Game 7. Second Round. The Penguins dynasty was over in a flash. The hopes and expectations, the exuberance, and joys were unceremoniously dashed. A march into history ripped from every Penguins fan and player. The TV replays surely would show something different; they would show a different reality or a reason to keep playing. Surely, on the next replay, the puck wouldn’t go in, and time would rewind. Surely that didn’t just happen.

Overtime. David Volek blasted a one-timer past Penguins goalie Tom Barrasso. If our hearts kept beating, we were unaware.

The underdog New York Islanders and Volek beat the Pittsburgh Penguins in OT to advance to the Conference Final, while the Penguins were about to hit a financial tailspin, player’s lives were about to be changed forever, and Lemieux never again played for the Stanley Cup, though he got close in 1996-96 and in 2000-01.

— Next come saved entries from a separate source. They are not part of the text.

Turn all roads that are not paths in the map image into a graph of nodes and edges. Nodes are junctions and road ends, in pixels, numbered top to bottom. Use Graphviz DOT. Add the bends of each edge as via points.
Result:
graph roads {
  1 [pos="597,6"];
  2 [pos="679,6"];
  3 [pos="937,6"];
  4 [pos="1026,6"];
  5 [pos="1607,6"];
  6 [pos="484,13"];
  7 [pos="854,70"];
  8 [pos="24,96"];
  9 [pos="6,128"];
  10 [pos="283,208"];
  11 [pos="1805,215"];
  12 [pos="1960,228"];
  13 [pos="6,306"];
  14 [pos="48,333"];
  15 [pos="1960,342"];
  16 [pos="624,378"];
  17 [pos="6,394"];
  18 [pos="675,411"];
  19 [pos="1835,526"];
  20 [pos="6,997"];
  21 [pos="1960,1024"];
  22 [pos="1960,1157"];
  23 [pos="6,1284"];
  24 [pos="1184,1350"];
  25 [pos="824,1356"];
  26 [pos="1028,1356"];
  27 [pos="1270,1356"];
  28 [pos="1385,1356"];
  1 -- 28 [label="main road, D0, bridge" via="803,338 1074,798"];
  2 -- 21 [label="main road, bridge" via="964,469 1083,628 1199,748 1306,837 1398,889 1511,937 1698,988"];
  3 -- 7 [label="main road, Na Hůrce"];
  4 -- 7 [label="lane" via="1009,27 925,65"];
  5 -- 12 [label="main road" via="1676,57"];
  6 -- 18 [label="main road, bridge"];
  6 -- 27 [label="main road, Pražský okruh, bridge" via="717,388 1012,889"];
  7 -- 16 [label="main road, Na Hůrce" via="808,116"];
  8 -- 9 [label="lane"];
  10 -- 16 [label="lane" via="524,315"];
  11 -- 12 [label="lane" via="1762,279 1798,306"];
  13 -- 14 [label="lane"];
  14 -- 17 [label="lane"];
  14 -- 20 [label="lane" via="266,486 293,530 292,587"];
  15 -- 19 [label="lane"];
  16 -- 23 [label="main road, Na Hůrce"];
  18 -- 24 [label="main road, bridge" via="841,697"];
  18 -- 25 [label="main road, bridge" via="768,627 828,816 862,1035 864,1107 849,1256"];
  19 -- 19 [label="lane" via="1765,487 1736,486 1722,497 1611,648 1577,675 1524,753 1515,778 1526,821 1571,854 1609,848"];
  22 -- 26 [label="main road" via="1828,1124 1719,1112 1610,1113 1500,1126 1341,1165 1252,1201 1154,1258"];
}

1. Fleury save on Lidstrom. Stanley Cup Victory. 

The Penguins 2008 Stanley Cup loss was still a fresh wound. In 2009, the Penguins rallied to win Game 6 and avoid elimination, unlike the previous year. As Penguins Hall of Fame broadcaster, Mike Lange bellowed after Game 6, “I’ll meet you in the schoolyard for all the marbles!”

Stanley Cup Final. Game 7. If anyone could breathe, they were the lucky ones, at least until Penguins Max Talbot buried a two-on-one. The Penguins led 1-0. OK.

Then Talbot buried another. 2-0. OK!

But just as the Penguins did in 2008, Detroit mounted an intense comeback. The Penguins were scrambling. Detroit defenseman Jonathan Ericsson scored with six minutes remaining. 2-1. Uh oh.

Subset: Detroit heat-seeking missile Niklas Kronwall hit the crossbar with two minutes remaining, and heart surgeons in Pittsburgh had a bunch of new patients.

Detroit overwhelmed the Penguins in the final minutes. Goalie Marc-Andre Fleury was brilliant. Then spectacular. And brilliant again.

It came down to one moment. Hall of Fame defenseman Nicklas Lidstrom had a chance. The puck sat perfectly in the right-wing circle. Lidstrom pounced. Fleury dove.


The Penguins won.

And every Penguins fan echoed Fleury’s sentiment when a postgame reporter asked the obvious question–What was going through your mind when Lidstrom had the chance? “I was just thinking, ‘Oh sh*t,’ ” Fleury laughed.

Yeah, so too were millions of Penguins fans who let out an exhale followed by joyous roars.